What is the luminosity per square meter hitting the Earth's surface from the Sun? So I know that the Sun's luminosity is  $3.839 \cdot 10^{26}$.
What I want is the luminosity per square meter at the Earth's surface. So this is what I have got so far:
I know the distance to the Earth from the Sun is $149.60 \cdot 10^9$ m. So imagining the Sun creates a sphere with a radius of $149.60 \cdot 10^9$ m, the surface area of that sphere would be $2.812 \cdot 10^{23} \mathrm{m}^2$. If I divide the luminosity of the Sun by that surface area, I get 1356 W/m$^2$.
Assuming this is right (if not, please correct me), is this actually the amount of Watts per square meter that would reach a solar panel on Earth under ideal conditions? I didn't account for the atmosphere of the Earth, and the amount of light it blocks - as far as I understand.
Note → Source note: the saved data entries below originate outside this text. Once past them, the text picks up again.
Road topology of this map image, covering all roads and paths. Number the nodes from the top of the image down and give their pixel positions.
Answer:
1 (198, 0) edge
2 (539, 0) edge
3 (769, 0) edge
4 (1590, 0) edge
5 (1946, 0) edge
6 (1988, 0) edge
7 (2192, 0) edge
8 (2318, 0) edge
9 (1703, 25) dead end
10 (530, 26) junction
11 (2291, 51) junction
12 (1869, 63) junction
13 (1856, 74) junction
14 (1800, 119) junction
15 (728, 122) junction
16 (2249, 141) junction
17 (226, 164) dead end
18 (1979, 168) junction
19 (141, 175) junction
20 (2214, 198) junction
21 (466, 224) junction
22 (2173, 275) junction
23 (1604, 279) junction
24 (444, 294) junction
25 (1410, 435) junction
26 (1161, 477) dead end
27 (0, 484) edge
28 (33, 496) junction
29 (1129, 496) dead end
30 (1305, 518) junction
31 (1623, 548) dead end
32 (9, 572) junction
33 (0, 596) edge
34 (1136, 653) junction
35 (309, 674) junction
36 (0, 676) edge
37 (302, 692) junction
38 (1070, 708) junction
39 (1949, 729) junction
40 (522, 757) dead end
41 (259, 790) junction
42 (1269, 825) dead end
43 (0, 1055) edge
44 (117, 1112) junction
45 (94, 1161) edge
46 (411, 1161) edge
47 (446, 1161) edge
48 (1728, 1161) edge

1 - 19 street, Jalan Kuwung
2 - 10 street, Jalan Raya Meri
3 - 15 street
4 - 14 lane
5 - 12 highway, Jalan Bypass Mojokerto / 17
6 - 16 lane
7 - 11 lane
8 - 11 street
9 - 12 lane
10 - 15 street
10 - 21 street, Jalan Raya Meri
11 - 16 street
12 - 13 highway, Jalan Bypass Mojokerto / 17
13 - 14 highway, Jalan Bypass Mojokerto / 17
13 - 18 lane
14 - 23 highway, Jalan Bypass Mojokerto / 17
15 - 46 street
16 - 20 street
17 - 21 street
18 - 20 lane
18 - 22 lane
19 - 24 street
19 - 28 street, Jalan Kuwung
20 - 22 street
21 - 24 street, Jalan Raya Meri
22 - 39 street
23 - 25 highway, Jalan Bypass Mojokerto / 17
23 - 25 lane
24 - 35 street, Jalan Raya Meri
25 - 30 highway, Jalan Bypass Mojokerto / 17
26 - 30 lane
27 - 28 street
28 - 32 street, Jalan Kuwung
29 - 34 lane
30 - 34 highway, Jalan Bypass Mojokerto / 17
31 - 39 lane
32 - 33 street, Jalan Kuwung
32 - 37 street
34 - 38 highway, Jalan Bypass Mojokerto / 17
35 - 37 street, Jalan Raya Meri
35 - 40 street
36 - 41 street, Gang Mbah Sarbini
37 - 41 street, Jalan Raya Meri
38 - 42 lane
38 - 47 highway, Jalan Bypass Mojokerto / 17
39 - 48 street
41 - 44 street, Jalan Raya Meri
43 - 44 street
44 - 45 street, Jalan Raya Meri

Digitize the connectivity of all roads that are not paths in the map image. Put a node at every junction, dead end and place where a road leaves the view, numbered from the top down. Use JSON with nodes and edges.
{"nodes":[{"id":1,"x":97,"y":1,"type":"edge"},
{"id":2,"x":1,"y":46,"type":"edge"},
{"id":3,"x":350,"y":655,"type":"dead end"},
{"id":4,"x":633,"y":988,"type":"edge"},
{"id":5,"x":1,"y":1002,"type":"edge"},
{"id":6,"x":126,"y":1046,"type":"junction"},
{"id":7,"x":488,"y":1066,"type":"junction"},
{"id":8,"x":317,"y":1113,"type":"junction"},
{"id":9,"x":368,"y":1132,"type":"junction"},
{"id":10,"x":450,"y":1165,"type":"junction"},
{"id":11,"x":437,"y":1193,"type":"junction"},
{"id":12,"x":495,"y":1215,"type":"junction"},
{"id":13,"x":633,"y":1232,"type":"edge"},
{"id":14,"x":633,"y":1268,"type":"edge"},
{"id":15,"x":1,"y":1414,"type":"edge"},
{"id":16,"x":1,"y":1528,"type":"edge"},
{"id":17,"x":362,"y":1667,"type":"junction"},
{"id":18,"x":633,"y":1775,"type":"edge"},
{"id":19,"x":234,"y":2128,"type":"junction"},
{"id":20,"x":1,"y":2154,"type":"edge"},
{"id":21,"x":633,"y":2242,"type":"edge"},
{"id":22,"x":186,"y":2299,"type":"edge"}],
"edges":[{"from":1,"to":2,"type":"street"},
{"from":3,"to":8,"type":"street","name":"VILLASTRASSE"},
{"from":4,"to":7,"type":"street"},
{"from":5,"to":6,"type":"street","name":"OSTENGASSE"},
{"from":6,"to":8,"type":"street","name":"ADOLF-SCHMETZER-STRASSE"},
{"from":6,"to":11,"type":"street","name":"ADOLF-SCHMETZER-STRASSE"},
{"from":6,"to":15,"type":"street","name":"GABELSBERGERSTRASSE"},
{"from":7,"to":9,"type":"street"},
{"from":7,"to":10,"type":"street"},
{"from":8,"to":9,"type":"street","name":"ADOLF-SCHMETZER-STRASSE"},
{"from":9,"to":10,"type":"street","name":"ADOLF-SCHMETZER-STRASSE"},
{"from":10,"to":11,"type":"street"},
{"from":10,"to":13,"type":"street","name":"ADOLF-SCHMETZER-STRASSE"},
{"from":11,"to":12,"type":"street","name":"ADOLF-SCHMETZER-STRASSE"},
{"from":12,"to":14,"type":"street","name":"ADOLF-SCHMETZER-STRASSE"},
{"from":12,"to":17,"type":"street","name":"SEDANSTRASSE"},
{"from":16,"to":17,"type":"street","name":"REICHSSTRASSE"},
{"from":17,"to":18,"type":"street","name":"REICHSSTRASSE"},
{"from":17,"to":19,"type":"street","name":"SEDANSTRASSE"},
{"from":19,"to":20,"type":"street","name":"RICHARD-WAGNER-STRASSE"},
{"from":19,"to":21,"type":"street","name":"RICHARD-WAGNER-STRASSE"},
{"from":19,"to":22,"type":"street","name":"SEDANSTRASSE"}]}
So what calculations am I missing here, and how would I go about finding what I want (that is, how many Watts per square meter hit a solar panel on Earth due to the Sun under ideal conditions)?
Thanks!
 A: What will be the proportion of this correct number hitting a 1 meter solar panel will depend on the atmosphere and there is a geographic dependence: clouds (albedo is on average 30% but higher the more northern the country),  amount of daylight available, inclination of sun and locality ... .  
In Greece the maximum in summer at noon is about 800 out of those watts.
Since the interest is for energy concerns the tables found on the internet are averaged over all these factors over a year, but one can get the relative rates all over from these maps.
Edit
Here is a plot of the live measurement of solar radiation in Thessaloniki, Greece. You can see that the maximum is almost at 800watts/m^2 (power). To get the daily energy one has to integrate over the plot.
A: That's exactly right (in the ideal case). Of course, this energy is spread out all over the EM spectrum (with some blocked by the atmosphere), and photovoltaic cells can't make much use of photons that are too low-energy (they don't excite electrons into the conduction band), and they can't fully utilize too-high-energy photons either. There are other inefficiencies too.
I once checked a new solar panel installation at my school, and saw that the ~$1\ \mathrm{m}^2$ panels were rated for (though not necessarily producing) 2 to 3 hundred watts, so there's a good check of your numbers with an actual physical installation.